Acá en la colonia Guerrero, desde la ventana se ven grupos de personas buscando el puesto de tacos, quesadillas, o cervezas. De momento, no hay olor ni a mar ni a ostras ni a mierda que entre por las ventanas. Entra, más bien, un olor a humo y a bochorno por la lluvia que pierde su capacidad de refrescar cuando las noches rondan los 30 grados. No se oyen gaviotas, aunque si una que otra letanía de gemidos de vecinos impetuosos que parecen competir en sus orgasmos con los motores de los trailers que atraviesan la ciudad. Es viernes: la gente busca alguna evidencia de que están vivos.

Aquí en mi departamento falta el mar, el trajín del muelle, el silbato de los barcos y, sobre todo, falta Nena Daconte. Debe ser que está ocupada, Gabo me cuenta que después de esas noches con Billy en Cartagena de Indias, Nena quedó embrazada y se casó de emergencia, para desencanto de sus padres, con el mandril tarado que se encontró en aquel balneario.

Es raro. Yo nunca he pensado en casarme y seguro no puedo manejar una cadena sin tirarme a mí mismo un par de dientes. Lo pienso bien y me retracto: en las noches así de calurosas puede ser que no envidie tanto tener una ventiañera desnuda en mi cama.
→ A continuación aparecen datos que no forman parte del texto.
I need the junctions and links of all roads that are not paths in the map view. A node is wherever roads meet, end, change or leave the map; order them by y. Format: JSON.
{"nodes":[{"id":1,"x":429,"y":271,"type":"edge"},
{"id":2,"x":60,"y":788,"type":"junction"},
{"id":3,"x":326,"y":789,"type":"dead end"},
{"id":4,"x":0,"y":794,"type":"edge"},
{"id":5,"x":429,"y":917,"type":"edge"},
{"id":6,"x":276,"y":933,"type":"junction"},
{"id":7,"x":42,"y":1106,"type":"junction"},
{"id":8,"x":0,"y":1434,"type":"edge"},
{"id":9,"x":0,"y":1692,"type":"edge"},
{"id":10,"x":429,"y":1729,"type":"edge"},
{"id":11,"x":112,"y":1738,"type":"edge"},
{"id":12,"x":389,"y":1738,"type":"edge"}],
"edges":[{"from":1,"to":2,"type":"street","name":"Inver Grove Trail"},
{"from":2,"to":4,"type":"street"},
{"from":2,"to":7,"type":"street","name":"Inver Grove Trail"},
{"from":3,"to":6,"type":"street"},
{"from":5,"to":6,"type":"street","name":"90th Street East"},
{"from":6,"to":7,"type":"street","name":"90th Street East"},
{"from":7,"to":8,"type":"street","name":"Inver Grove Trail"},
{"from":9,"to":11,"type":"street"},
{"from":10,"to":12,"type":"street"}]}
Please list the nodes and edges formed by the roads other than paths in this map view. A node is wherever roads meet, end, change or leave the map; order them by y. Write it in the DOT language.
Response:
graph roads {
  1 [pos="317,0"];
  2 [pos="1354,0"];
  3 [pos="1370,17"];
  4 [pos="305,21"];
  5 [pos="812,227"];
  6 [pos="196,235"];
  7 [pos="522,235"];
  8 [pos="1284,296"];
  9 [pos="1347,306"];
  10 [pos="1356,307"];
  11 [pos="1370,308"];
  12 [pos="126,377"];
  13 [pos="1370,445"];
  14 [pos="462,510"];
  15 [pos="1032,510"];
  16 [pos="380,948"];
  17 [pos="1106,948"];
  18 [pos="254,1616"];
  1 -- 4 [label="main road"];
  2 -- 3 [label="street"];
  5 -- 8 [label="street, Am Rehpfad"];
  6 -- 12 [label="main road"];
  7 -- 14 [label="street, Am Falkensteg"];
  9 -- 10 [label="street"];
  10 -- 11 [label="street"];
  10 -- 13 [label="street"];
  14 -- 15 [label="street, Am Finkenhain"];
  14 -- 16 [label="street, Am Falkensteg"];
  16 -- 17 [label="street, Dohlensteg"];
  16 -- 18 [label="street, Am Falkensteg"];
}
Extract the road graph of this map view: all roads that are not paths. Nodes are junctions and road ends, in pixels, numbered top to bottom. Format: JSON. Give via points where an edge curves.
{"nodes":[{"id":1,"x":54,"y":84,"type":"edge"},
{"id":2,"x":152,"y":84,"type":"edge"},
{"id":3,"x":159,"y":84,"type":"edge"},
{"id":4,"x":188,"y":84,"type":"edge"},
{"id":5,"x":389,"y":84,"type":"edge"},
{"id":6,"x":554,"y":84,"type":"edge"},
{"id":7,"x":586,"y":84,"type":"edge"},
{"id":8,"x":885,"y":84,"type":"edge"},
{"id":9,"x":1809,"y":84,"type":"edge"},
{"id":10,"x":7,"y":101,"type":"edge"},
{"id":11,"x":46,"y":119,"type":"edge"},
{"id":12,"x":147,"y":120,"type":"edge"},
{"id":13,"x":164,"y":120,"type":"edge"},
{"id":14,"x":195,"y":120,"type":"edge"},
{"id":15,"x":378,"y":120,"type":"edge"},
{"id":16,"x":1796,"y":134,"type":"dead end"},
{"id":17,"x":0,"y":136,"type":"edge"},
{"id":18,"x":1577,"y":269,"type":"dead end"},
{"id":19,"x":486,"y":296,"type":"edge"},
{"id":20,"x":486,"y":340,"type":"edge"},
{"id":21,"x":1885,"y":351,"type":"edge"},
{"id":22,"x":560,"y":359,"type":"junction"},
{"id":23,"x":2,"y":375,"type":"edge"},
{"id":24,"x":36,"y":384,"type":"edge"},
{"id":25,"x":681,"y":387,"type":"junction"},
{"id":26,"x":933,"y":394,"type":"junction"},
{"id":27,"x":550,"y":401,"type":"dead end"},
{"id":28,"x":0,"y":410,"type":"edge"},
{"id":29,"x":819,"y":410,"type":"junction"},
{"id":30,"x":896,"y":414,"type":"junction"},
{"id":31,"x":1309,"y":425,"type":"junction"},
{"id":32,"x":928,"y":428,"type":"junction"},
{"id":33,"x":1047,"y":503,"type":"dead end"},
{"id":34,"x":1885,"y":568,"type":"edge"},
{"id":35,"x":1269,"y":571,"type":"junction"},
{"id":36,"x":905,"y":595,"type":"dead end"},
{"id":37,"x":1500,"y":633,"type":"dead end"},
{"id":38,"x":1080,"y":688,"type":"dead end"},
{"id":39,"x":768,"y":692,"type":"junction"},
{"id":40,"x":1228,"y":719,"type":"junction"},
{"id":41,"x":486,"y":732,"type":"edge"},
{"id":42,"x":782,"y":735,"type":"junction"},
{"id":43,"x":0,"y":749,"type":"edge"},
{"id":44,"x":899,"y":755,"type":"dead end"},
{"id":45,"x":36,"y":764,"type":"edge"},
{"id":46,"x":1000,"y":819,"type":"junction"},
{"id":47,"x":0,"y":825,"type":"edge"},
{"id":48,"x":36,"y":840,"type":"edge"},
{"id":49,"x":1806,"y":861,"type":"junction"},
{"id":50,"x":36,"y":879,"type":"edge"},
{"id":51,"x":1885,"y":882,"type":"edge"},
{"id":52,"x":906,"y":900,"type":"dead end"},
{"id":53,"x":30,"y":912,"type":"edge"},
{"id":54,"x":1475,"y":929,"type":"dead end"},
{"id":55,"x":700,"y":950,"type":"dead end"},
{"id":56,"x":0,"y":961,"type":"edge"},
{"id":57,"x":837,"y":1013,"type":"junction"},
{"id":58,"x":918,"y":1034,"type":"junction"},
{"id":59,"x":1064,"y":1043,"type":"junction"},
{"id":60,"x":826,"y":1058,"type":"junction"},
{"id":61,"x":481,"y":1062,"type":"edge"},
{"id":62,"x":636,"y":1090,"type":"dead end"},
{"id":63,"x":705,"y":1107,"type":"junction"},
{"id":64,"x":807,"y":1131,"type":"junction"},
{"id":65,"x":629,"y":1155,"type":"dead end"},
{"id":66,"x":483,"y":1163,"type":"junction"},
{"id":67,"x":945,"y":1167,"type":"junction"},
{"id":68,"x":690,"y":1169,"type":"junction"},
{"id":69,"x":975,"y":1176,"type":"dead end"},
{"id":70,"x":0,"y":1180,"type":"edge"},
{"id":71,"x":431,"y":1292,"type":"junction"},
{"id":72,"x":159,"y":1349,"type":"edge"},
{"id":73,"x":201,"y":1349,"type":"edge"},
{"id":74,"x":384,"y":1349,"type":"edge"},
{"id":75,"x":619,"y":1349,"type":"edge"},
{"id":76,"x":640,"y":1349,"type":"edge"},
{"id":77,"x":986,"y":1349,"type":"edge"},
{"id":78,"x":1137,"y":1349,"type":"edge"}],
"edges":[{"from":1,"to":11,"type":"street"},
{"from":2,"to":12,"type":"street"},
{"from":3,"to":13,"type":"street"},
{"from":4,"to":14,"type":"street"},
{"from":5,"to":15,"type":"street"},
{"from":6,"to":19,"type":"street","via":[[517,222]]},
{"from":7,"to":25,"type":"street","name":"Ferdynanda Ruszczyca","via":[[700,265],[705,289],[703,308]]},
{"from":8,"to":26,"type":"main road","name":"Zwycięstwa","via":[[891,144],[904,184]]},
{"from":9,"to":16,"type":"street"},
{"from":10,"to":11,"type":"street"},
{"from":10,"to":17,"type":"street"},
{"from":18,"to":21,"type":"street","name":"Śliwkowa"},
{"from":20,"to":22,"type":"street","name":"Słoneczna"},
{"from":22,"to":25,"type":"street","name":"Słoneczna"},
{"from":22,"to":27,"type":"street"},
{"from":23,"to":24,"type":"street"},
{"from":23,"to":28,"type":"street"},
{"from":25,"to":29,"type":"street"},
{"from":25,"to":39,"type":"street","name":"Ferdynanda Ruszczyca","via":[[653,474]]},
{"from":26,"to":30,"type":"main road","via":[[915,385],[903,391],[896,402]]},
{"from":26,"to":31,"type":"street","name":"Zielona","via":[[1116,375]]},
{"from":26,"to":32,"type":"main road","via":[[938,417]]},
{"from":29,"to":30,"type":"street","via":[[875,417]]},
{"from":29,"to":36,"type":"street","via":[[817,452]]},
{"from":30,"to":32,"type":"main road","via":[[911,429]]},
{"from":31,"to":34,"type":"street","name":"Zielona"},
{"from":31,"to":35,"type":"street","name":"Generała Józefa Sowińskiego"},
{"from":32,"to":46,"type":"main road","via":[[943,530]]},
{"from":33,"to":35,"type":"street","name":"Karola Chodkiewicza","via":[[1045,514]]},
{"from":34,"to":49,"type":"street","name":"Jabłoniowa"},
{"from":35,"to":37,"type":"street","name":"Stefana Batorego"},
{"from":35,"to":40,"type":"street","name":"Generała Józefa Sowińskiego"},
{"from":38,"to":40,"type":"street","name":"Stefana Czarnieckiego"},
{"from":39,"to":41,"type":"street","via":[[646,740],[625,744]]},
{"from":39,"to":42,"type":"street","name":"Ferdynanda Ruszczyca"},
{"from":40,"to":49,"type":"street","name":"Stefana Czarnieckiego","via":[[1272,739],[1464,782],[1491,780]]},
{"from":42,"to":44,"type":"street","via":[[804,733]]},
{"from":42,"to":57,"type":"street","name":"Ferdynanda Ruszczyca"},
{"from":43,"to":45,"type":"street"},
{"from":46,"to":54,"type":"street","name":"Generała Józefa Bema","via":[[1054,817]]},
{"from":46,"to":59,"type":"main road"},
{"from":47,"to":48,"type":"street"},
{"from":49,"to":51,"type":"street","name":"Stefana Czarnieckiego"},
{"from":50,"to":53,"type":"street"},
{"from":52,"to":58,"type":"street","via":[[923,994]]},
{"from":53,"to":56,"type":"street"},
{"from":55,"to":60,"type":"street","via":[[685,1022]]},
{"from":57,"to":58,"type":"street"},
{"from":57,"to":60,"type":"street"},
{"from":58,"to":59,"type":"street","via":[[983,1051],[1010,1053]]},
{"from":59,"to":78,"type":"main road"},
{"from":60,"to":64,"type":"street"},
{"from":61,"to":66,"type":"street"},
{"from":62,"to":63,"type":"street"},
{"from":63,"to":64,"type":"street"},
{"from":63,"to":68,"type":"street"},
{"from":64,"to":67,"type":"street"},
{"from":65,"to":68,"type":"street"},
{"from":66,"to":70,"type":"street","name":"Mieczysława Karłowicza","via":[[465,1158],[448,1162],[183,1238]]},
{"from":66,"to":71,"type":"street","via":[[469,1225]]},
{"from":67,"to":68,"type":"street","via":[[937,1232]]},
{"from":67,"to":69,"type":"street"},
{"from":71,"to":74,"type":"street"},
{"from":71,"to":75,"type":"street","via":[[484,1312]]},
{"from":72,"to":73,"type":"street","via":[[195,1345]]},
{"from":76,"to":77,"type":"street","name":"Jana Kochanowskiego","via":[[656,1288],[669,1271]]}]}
Además, según Gabo, apenas llegan a la luna de miel en Europa, las veinteañeras como Nena Daconte se mueren desangradas por un pinchazo de rosa que causa las hemorragias de dedo más fulminantes de que la literatura tenga noticia.

Destapo una cerveza y regreso a Marx. El cadáver de Nena Daconte puede seguir pudriéndose con su hoyito imperceptible en el índice de la mano derecha. Al fin y al cabo, los cadáveres nunca han entendido nada sobre la lucha de clases.